_Problem requirements_
Return all lines from the listing below that include the word "Dudayev".

_Raw data_
%%
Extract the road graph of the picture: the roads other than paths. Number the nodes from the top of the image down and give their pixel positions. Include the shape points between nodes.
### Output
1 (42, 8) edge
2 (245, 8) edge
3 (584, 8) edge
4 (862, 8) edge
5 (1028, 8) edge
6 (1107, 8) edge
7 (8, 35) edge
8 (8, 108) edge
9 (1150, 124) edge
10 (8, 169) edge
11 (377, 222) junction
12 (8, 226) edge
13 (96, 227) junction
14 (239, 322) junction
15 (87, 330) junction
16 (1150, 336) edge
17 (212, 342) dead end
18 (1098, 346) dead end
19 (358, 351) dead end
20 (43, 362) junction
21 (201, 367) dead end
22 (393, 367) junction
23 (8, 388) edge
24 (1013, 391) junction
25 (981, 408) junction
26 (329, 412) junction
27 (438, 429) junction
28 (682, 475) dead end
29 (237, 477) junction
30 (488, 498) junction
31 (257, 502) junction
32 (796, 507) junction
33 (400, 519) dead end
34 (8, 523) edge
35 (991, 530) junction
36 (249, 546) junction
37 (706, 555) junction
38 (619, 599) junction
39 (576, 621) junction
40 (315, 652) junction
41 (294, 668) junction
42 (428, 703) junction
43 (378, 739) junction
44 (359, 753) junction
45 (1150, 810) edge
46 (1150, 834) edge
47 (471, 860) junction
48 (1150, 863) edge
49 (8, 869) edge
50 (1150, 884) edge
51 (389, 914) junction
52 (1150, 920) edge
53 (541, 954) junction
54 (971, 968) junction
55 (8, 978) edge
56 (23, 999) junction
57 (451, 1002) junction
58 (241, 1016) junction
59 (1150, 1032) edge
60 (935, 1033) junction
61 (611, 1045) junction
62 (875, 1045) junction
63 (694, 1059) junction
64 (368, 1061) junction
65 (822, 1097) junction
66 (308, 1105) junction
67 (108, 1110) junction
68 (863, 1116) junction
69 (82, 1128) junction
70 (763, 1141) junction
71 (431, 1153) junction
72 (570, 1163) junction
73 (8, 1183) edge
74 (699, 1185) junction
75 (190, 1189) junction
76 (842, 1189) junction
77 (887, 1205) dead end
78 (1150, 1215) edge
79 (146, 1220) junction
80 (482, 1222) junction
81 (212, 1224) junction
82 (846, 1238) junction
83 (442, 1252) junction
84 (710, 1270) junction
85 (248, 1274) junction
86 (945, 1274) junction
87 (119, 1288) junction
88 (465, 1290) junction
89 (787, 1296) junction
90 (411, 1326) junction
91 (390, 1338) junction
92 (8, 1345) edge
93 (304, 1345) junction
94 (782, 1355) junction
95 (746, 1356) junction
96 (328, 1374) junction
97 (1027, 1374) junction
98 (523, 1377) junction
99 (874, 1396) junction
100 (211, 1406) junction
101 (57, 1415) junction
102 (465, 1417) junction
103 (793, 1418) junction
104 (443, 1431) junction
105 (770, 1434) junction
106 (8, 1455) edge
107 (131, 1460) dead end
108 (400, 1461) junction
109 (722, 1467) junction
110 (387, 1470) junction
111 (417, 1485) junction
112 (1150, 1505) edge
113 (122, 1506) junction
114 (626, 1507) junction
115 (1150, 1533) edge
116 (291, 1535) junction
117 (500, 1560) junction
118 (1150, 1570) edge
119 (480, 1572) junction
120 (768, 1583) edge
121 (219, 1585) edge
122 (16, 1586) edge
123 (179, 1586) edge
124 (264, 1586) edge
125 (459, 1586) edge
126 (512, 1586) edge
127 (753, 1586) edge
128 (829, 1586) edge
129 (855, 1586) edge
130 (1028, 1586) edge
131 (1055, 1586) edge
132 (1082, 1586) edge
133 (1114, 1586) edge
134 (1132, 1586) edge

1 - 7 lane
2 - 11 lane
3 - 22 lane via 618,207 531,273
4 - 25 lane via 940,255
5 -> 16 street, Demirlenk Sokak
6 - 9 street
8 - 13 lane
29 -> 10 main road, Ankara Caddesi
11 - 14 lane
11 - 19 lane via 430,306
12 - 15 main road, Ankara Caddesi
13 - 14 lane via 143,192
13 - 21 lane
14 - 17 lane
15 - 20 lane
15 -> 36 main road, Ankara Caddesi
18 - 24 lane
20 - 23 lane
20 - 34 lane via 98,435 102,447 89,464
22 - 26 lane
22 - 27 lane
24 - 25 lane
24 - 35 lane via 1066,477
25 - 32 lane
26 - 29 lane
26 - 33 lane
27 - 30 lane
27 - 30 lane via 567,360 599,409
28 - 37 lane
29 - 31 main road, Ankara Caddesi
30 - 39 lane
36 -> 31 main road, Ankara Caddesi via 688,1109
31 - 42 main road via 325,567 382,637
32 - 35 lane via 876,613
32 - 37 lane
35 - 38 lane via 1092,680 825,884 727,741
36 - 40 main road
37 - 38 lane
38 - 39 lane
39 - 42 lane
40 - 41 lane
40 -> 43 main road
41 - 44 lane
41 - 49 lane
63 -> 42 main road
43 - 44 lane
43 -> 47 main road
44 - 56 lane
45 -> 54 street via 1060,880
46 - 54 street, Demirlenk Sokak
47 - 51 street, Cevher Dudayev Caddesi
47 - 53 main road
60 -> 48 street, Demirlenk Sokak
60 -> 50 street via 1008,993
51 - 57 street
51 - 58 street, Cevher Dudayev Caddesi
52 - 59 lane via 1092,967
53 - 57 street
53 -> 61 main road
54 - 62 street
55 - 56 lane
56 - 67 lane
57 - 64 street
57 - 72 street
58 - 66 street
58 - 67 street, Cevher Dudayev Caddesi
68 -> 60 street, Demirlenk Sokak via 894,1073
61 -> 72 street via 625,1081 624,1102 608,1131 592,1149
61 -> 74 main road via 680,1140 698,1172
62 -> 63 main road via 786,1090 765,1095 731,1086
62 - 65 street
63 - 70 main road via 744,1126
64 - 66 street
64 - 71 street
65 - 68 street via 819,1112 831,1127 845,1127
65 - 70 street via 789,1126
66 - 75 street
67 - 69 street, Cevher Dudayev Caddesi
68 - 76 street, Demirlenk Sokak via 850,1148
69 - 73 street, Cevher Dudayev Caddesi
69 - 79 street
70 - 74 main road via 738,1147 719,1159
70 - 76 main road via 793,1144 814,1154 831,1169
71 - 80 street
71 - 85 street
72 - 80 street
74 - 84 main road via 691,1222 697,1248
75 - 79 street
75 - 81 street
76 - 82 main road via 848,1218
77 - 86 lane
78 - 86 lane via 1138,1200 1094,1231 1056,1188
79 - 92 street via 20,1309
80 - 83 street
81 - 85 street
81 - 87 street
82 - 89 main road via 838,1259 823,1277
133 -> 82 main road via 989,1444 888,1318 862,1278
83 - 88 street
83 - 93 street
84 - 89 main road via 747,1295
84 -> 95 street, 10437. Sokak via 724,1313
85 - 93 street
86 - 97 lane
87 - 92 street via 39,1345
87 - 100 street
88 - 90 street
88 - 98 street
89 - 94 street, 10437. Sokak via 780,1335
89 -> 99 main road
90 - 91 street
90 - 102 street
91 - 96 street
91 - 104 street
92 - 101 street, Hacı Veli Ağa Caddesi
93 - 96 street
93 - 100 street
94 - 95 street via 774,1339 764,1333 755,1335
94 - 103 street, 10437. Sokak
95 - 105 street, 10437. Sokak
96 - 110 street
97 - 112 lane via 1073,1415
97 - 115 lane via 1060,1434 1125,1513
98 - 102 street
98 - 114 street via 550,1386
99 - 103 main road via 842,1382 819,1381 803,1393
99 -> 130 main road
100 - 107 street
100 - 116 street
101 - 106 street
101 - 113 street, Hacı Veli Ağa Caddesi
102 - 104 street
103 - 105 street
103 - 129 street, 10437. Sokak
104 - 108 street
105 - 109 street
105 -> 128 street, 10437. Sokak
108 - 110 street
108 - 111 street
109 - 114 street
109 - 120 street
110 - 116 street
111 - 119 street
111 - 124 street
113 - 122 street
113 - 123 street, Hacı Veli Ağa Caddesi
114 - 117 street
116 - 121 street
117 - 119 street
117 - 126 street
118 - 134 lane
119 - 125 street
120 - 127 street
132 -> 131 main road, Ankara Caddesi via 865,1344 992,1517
%%
_Solution to this exercise_
47 - 51 street, Cevher Dudayev Caddesi
51 - 58 street, Cevher Dudayev Caddesi
58 - 67 street, Cevher Dudayev Caddesi
67 - 69 street, Cevher Dudayev Caddesi
69 - 73 street, Cevher Dudayev Caddesi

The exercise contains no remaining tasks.